T is for Trash bag

Many people have labelled me a trash bag. This is either because they have seen me out during times of absolute exhaustion, and the two or three wines I have had have taken on the same effect as a couple of bottles or because when I rocked up to work looking like something the cat dragged in, some people (particularly in advertising) immediately assumed I’d had a big night. Many days it was just easier to say I’d had a big night as opposed to go into depth about a sleep issue. And working in advertising it’s a lot cooler to say that yes, I do indeed like to party, as opposed to the fact that went to bed at 9 and was still awake at 3.

One time in particular I was harassed so badly by my boss at one of the big advertising agencies, because he heard from one of his drinking mates, that I was a trash bag. As much as I tried to convince him otherwise and the fact I have a young son and even if I wanted to, can hardly go out partying all night, he did not seem to believe me. He believed the gossip and there was no convincing him otherwise. He gave me a warning that my trash bag antics would not be welcomed. From that day forth he found fault in whatever I did. It was never about my work. In fact when he found out I was not indeed much of a party goer, he persecuted me for being boring and not fitting in. I was eventually forced out of the job.

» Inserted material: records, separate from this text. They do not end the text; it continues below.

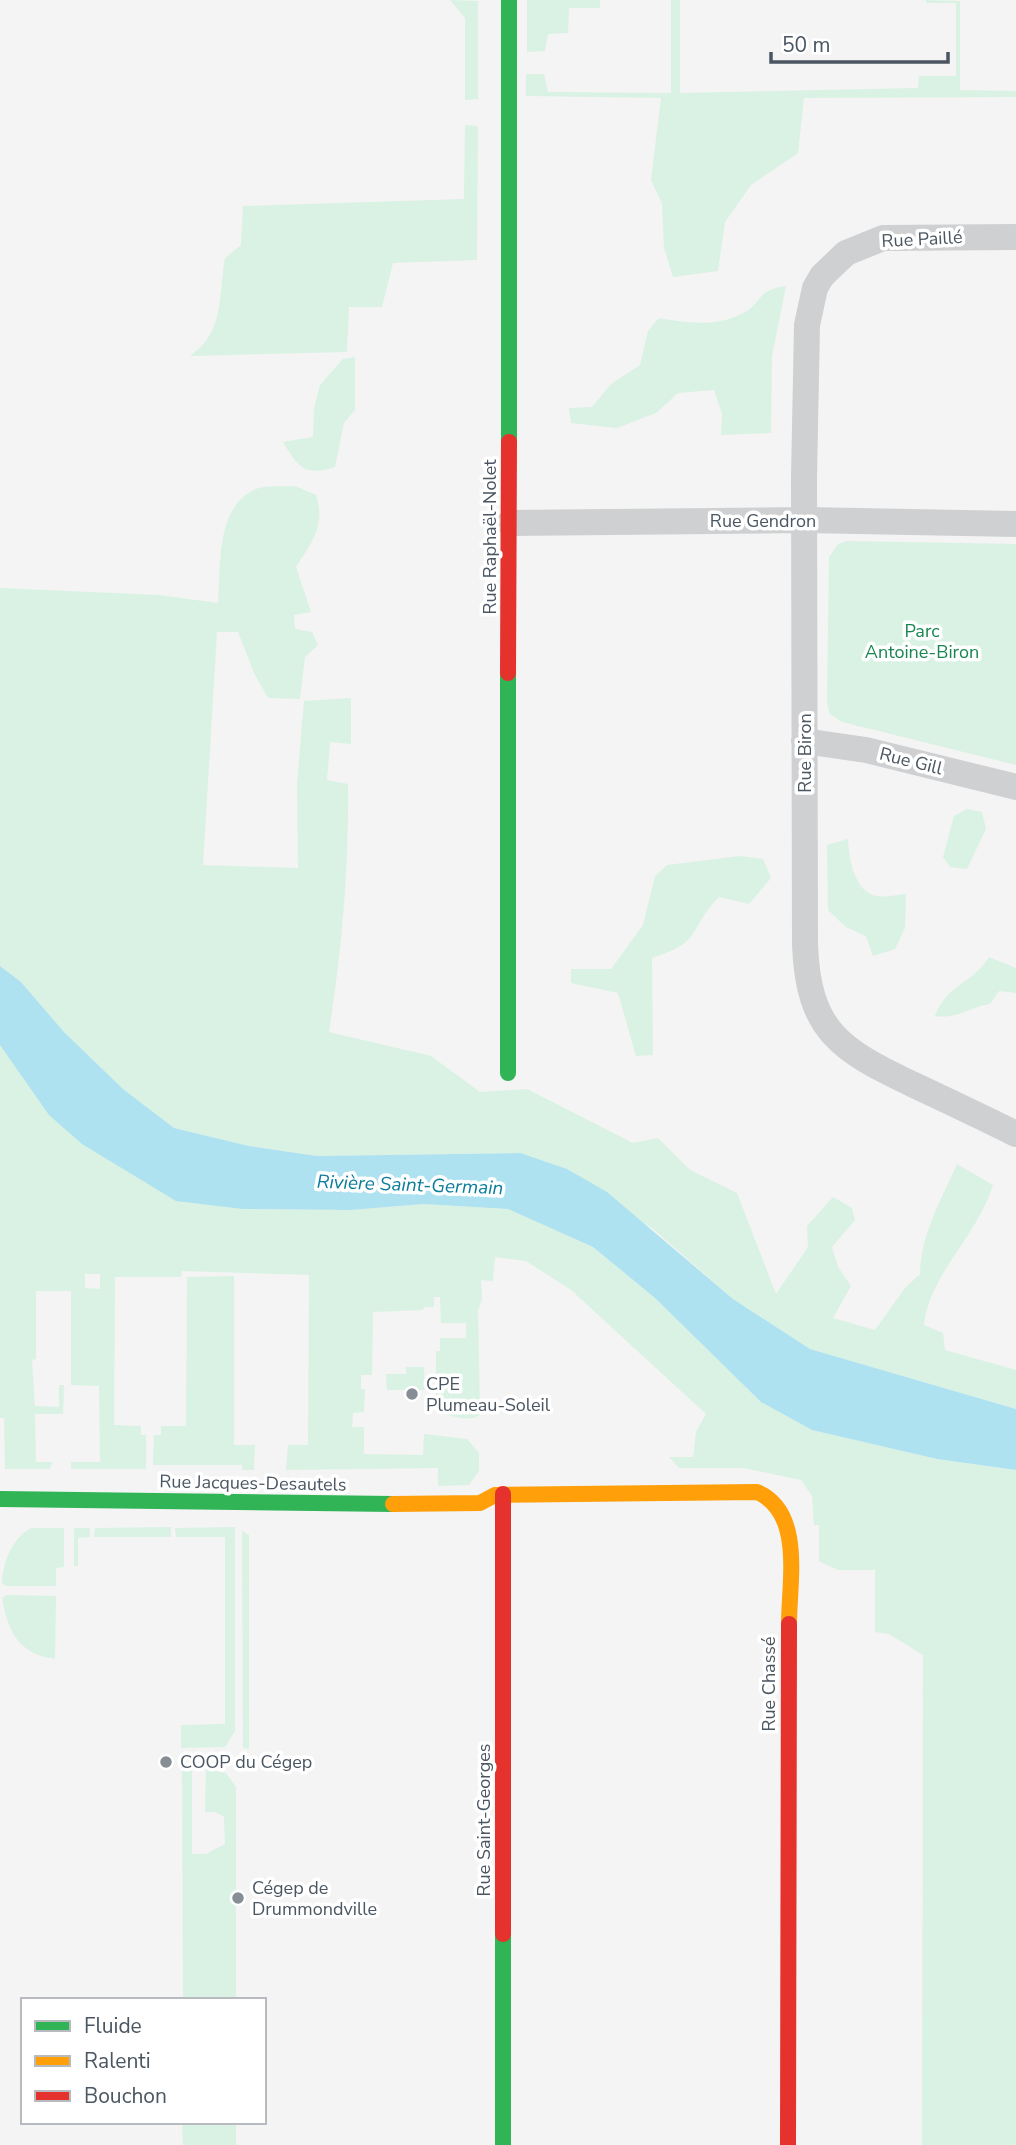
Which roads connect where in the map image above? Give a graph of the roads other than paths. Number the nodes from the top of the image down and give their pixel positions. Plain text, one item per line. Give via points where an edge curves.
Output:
1 (509, 0) edge
2 (1016, 237) edge
3 (834, 262) joint
4 (805, 520) junction
5 (509, 523) junction
6 (1016, 524) edge
7 (804, 741) junction
8 (1016, 787) edge
9 (508, 1073) dead end
10 (1016, 1134) edge
11 (503, 1494) junction
12 (0, 1499) edge
13 (503, 2145) edge
14 (788, 2145) edge

1 - 5 street, Rue Raphaël-Nolet
2 - 3 street, Rue Paillé via 883,238 860,245
3 - 4 street, Rue Biron via 815,288 807,324
4 - 5 street, Rue Gendron
4 - 6 street, Rue Gendron
4 - 7 street, Rue Biron
5 - 9 street, Rue Raphaël-Nolet
7 - 8 street, Rue Gill via 866,750
7 - 10 street, Rue Biron via 806,970 822,1021 862,1059
11 - 12 street, Rue Jacques-Desautels via 473,1504
11 - 13 street, Rue Saint-Georges
11 - 14 street, Rue Chassé via 749,1490 771,1499 786,1517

The mother’s at my son’s school have over the years also avoided me as they too have assumed that my dark glasses, scraggy hair and scruffy outfits are a sign that I am in fact a trash bag. My poor son is one of the popular kids yet for those years the parents decided on the party list he was often left out. I’m not sure if he’s invited to the parties now because I finally look “respectable” now that I sleep or because the older children become the more they make the decisions as to who gets invited and who doesn’t.